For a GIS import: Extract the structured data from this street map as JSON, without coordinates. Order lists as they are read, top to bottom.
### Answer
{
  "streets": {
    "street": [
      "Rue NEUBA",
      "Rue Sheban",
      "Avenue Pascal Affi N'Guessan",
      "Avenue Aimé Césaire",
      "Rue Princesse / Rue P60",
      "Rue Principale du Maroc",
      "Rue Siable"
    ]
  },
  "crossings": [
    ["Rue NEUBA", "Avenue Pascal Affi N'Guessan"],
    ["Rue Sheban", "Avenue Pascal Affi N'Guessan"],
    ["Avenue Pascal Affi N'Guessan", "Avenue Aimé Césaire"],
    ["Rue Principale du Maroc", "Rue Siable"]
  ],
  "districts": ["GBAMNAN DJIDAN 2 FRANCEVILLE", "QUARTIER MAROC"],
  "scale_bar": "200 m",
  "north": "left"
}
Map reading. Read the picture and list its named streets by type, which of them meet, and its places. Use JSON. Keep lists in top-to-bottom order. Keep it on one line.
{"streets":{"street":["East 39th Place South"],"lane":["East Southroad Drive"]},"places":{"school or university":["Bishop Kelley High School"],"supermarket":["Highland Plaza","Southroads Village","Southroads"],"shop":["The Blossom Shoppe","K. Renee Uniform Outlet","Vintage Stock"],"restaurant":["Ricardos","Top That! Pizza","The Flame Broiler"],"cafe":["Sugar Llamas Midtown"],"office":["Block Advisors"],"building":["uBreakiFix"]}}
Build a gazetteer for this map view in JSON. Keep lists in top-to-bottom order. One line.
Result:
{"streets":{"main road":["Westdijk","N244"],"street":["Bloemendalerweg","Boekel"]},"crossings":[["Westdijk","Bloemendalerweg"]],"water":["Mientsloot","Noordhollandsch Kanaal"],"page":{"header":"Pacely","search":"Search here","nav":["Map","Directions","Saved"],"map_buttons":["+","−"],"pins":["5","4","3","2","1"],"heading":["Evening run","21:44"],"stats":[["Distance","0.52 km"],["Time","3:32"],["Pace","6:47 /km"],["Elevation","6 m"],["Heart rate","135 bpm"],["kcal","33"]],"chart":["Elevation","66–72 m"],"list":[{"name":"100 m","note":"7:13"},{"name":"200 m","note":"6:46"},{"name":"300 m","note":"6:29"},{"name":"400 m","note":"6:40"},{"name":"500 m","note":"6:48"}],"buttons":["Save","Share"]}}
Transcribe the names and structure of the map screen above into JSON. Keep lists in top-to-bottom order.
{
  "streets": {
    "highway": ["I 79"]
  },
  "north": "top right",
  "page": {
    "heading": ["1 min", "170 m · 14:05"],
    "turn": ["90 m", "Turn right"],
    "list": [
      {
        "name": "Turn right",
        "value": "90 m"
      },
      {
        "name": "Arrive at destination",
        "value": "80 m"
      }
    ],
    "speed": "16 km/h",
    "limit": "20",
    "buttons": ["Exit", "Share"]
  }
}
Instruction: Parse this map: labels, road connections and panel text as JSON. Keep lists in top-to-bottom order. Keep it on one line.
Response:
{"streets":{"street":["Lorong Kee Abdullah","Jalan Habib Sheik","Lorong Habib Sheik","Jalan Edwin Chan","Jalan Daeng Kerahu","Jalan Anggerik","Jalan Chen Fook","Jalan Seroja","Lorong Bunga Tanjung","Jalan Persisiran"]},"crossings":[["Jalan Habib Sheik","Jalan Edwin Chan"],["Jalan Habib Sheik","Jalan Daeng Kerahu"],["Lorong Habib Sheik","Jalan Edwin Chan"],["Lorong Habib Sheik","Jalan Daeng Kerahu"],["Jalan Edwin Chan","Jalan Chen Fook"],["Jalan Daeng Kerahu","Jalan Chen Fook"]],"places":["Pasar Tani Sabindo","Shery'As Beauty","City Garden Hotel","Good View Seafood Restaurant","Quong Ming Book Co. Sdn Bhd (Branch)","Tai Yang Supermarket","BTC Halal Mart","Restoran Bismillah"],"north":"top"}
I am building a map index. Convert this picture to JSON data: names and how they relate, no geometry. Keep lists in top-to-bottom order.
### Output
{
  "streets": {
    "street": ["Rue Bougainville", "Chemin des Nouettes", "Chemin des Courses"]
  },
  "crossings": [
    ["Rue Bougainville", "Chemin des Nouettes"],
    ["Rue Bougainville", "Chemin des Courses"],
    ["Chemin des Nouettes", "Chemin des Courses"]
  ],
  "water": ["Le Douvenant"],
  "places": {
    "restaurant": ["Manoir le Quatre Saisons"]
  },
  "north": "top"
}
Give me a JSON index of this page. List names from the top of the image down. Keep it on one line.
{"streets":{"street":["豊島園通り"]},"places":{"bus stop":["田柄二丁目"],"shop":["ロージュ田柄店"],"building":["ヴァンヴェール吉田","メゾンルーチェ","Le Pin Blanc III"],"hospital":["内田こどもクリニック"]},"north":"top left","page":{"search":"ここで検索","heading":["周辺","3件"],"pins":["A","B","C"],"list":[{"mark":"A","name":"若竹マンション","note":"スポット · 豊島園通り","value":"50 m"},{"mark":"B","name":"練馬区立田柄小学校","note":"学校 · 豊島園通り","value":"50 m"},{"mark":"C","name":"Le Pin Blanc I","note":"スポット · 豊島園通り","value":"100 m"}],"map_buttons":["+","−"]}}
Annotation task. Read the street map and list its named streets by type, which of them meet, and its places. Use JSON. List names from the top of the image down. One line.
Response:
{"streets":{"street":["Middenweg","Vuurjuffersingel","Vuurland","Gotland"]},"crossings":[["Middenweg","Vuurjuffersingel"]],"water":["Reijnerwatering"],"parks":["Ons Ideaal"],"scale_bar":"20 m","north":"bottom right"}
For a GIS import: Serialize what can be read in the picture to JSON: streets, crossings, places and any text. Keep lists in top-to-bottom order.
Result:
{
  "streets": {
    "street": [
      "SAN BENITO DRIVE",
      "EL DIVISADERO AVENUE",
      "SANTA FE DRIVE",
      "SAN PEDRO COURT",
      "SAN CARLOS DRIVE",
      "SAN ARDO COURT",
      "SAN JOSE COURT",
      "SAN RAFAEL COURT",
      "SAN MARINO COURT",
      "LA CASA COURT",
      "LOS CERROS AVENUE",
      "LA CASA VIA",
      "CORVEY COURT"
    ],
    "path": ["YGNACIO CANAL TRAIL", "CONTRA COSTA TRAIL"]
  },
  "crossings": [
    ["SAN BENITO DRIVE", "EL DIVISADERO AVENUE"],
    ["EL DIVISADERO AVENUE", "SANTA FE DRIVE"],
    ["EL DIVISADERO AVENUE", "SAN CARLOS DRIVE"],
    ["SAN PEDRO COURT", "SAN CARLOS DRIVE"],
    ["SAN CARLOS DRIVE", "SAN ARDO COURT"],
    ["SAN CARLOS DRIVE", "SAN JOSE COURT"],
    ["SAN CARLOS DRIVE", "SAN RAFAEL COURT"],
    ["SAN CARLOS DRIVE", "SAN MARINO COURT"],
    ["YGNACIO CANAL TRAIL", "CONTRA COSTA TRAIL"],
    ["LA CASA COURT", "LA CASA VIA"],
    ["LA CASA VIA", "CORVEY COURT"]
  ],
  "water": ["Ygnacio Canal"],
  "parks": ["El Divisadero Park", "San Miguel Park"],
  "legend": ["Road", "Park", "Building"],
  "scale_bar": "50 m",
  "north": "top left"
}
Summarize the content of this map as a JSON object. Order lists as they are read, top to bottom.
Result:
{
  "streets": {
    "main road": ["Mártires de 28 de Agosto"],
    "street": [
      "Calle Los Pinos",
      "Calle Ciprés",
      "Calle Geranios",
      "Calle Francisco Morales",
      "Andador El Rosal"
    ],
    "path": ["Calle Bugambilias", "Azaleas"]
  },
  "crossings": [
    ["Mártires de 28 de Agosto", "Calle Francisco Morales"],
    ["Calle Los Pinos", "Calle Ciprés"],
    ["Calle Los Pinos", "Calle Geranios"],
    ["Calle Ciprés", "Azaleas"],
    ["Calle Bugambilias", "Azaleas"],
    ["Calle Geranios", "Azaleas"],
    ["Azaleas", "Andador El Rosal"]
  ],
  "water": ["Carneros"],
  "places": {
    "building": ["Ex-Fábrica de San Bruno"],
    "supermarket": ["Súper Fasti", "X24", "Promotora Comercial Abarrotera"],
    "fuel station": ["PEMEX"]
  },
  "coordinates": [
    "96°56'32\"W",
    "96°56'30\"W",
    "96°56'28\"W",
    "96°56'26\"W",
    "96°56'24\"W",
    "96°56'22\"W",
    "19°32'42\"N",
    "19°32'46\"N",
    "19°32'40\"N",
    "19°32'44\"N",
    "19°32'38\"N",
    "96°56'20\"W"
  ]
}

--------------------

— Task to carry out —
Would you please transcribe the lines above exactly, starting with the first line of the material and ending with the line that has "Build a gazetteer"?

— Answer space —
For a GIS import: Extract the structured data from this street map as JSON, without coordinates. Order lists as they are read, top to bottom.
### Answer
{
  "streets": {
    "street": [
      "Rue NEUBA",
      "Rue Sheban",
      "Avenue Pascal Affi N'Guessan",
      "Avenue Aimé Césaire",
      "Rue Princesse / Rue P60",
      "Rue Principale du Maroc",
      "Rue Siable"
    ]
  },
  "crossings": [
    ["Rue NEUBA", "Avenue Pascal Affi N'Guessan"],
    ["Rue Sheban", "Avenue Pascal Affi N'Guessan"],
    ["Avenue Pascal Affi N'Guessan", "Avenue Aimé Césaire"],
    ["Rue Principale du Maroc", "Rue Siable"]
  ],
  "districts": ["GBAMNAN DJIDAN 2 FRANCEVILLE", "QUARTIER MAROC"],
  "scale_bar": "200 m",
  "north": "left"
}
Map reading. Read the picture and list its named streets by type, which of them meet, and its places. Use JSON. Keep lists in top-to-bottom order. Keep it on one line.
{"streets":{"street":["East 39th Place South"],"lane":["East Southroad Drive"]},"places":{"school or university":["Bishop Kelley High School"],"supermarket":["Highland Plaza","Southroads Village","Southroads"],"shop":["The Blossom Shoppe","K. Renee Uniform Outlet","Vintage Stock"],"restaurant":["Ricardos","Top That! Pizza","The Flame Broiler"],"cafe":["Sugar Llamas Midtown"],"office":["Block Advisors"],"building":["uBreakiFix"]}}
Build a gazetteer for this map view in JSON. Keep lists in top-to-bottom order. One line.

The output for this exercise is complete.